By the end of the trial, Dr. Loprinzi reported that 22 patients (24%) in the one-dose MPA arm were hot flash free compared with one patient (1%) on venlafaxine. In the MPA group, 90% reported residual hot flashes scores as 49% or less of baseline, compared with 63% of those on venlafaxine.
For the most part, MPA was better tolerated, with patients reporting less constipation, hot flash distress, abnormal sweating, and sleepiness.
Safety is the big unanswered question. The concern is whether MPA interferes with hormonal therapies such as tamoxifen and aromatase inhibitors, Dr. Loprinzi said.
Black Cohosh Fails Phase III Trial
Black cohosh, a popular herbal remedy, failed to reduce hot flashes in a randomized, double-blind, placebo-controlled, phase III crossover trial presented in another poster at the meeting.
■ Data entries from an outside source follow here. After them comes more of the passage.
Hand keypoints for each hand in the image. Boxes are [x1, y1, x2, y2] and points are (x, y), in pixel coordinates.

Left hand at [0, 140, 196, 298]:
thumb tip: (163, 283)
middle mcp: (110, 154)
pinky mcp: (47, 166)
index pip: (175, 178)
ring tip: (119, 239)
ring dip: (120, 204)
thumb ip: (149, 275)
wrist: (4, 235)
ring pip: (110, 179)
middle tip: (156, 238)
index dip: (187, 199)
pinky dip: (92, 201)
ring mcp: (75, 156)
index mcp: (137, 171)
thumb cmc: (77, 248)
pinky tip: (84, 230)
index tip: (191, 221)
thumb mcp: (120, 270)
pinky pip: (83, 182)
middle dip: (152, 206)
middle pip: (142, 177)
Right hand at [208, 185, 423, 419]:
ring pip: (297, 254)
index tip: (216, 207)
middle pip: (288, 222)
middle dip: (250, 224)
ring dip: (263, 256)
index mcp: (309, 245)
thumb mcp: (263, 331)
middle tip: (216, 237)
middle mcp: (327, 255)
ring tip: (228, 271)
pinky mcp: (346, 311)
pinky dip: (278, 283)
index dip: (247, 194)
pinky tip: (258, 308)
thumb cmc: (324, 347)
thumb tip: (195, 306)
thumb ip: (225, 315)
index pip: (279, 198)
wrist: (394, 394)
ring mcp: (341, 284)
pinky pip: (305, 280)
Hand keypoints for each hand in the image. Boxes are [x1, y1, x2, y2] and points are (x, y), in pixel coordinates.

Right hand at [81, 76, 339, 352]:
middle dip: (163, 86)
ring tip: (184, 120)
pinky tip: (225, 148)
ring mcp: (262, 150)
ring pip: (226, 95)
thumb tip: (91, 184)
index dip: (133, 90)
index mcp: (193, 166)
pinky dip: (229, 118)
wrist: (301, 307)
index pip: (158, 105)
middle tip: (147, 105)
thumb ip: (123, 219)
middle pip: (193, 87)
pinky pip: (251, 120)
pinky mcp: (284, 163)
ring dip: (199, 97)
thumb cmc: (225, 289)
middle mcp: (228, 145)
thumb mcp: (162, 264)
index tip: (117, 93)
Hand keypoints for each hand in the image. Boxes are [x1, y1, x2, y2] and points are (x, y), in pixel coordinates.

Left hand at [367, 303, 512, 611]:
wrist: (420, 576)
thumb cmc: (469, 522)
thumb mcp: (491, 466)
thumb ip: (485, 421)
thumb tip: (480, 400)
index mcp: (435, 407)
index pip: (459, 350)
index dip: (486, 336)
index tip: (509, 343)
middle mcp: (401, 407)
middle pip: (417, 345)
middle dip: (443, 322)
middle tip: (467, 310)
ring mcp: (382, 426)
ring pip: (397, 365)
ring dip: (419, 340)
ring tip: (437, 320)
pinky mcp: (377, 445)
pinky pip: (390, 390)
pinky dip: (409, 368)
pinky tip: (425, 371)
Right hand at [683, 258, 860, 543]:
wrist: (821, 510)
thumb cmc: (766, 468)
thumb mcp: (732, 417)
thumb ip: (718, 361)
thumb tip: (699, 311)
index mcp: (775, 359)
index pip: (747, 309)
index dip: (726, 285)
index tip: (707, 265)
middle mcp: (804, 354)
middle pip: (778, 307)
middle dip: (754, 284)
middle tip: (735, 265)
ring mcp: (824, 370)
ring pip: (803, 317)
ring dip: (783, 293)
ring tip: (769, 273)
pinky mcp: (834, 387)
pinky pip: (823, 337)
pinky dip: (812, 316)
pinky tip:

Barbara Pockaj, M.D., and her colleagues reported that the average decrease in hot flash scores was larger in placebo users (27%) than in those who received 20 mg of black cohosh daily (20%).
At the end of the 9-week study, 36 (37%) of the 97 patients completing the study preferred placebo, 31 patients (32%) favored black cohosh, and 30 patients (30%) had no preference. The other 19 patients evaluated in the study were listed as missing. The study included breast cancer patients and women with a perceived risk of breast cancer.
Toxicity results gave a slight edge to black cohosh, with no adverse events reported by 87% of patients on the herbal remedy and 77% on placebo.
None of the findings reach- ed statistical significance, Dr. Pockaj of the Mayo Clinic in Scottsdale, Ariz., said in an interview.